> _EXERCISE DIRECTIONS_
A faithful copy of every record is needed here. Images must not appear in it.

RAW DATA START

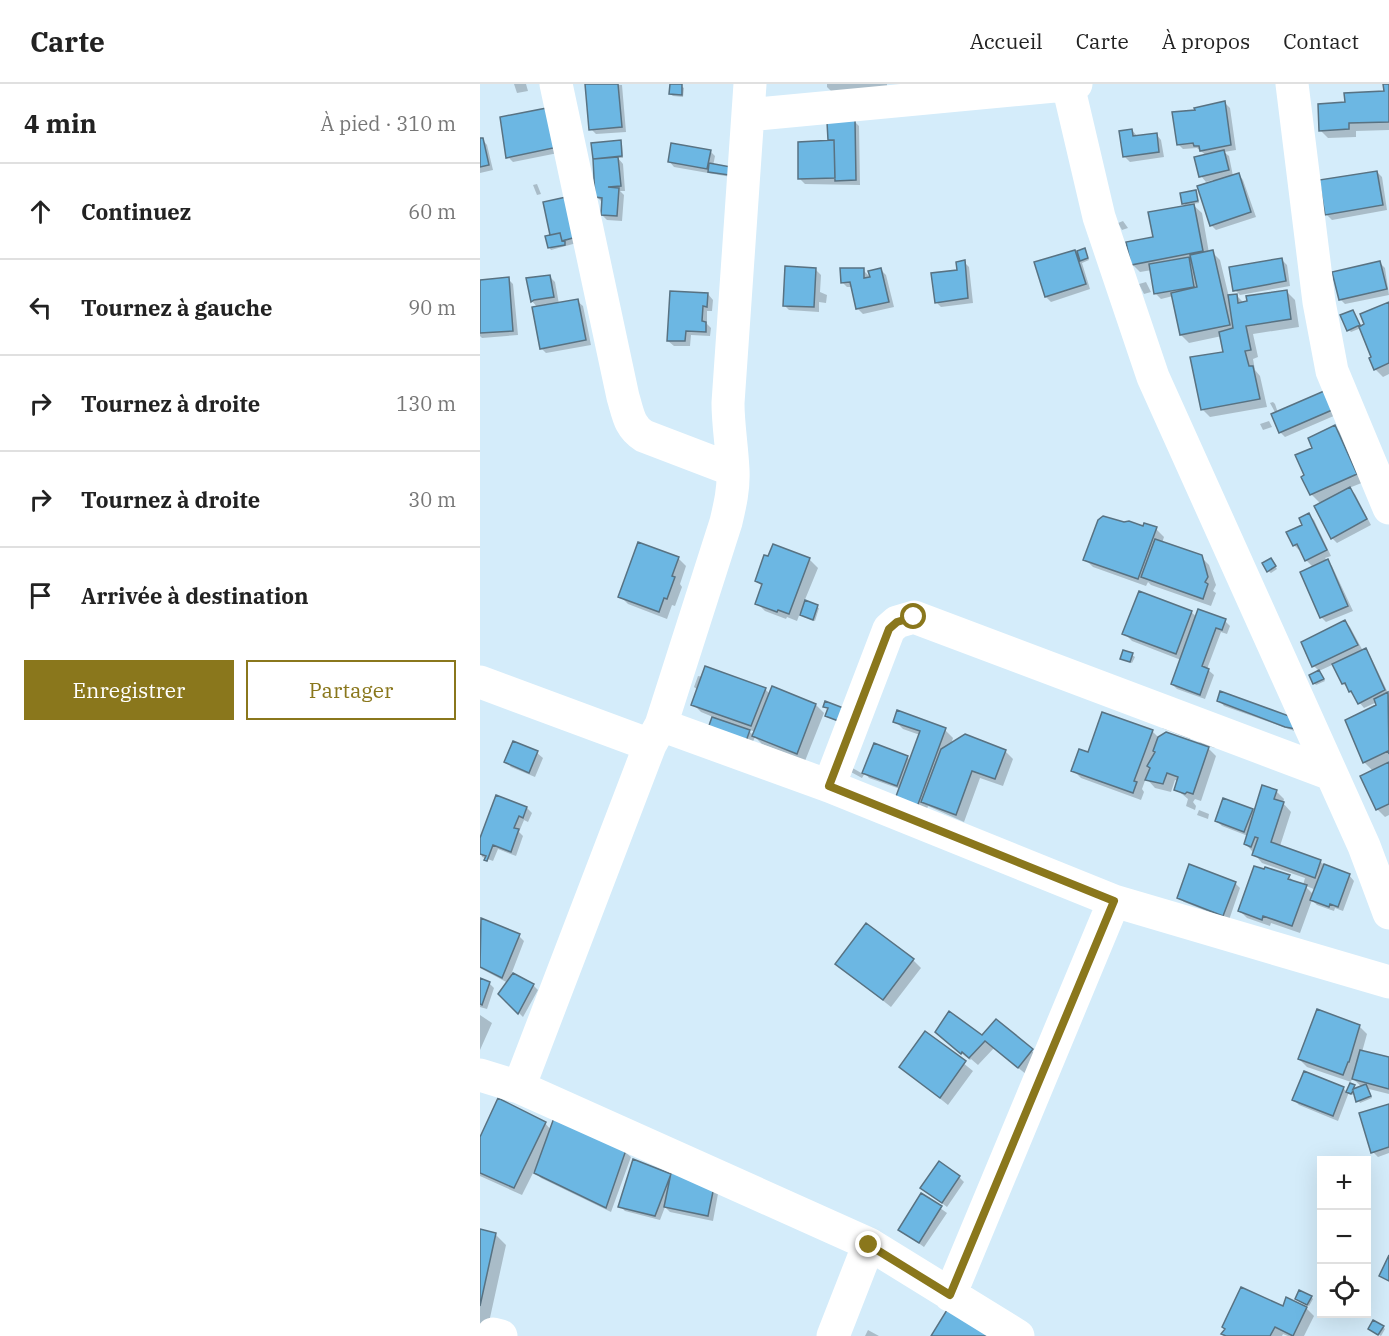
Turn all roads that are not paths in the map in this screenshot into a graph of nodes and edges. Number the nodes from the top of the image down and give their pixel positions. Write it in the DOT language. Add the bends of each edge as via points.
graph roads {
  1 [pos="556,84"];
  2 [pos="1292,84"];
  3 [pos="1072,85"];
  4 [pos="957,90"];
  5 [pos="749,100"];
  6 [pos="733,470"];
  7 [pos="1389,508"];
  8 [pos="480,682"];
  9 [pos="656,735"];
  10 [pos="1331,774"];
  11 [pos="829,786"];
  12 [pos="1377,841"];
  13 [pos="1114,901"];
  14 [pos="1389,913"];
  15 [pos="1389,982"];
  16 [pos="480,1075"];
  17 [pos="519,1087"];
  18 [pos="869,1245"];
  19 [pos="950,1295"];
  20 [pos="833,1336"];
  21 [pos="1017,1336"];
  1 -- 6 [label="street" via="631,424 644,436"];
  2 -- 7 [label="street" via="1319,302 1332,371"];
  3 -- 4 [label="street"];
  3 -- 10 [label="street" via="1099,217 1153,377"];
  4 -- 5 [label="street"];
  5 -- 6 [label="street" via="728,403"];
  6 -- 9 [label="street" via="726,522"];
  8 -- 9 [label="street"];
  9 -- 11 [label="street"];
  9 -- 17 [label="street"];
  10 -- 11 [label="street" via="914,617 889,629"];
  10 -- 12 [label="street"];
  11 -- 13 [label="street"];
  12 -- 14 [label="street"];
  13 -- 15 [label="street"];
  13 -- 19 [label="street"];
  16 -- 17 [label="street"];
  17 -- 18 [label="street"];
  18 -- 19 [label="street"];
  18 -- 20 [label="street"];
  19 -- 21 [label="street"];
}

RAW DATA END

> _RESULT BELOW_
Turn all roads that are not paths in the map in this screenshot into a graph of nodes and edges. Number the nodes from the top of the image down and give their pixel positions. Write it in the DOT language. Add the bends of each edge as via points.
graph roads {
  1 [pos="556,84"];
  2 [pos="1292,84"];
  3 [pos="1072,85"];
  4 [pos="957,90"];
  5 [pos="749,100"];
  6 [pos="733,470"];
  7 [pos="1389,508"];
  8 [pos="480,682"];
  9 [pos="656,735"];
  10 [pos="1331,774"];
  11 [pos="829,786"];
  12 [pos="1377,841"];
  13 [pos="1114,901"];
  14 [pos="1389,913"];
  15 [pos="1389,982"];
  16 [pos="480,1075"];
  17 [pos="519,1087"];
  18 [pos="869,1245"];
  19 [pos="950,1295"];
  20 [pos="833,1336"];
  21 [pos="1017,1336"];
  1 -- 6 [label="street" via="631,424 644,436"];
  2 -- 7 [label="street" via="1319,302 1332,371"];
  3 -- 4 [label="street"];
  3 -- 10 [label="street" via="1099,217 1153,377"];
  4 -- 5 [label="street"];
  5 -- 6 [label="street" via="728,403"];
  6 -- 9 [label="street" via="726,522"];
  8 -- 9 [label="street"];
  9 -- 11 [label="street"];
  9 -- 17 [label="street"];
  10 -- 11 [label="street" via="914,617 889,629"];
  10 -- 12 [label="street"];
  11 -- 13 [label="street"];
  12 -- 14 [label="street"];
  13 -- 15 [label="street"];
  13 -- 19 [label="street"];
  16 -- 17 [label="street"];
  17 -- 18 [label="street"];
  18 -- 19 [label="street"];
  18 -- 20 [label="street"];
  19 -- 21 [label="street"];
}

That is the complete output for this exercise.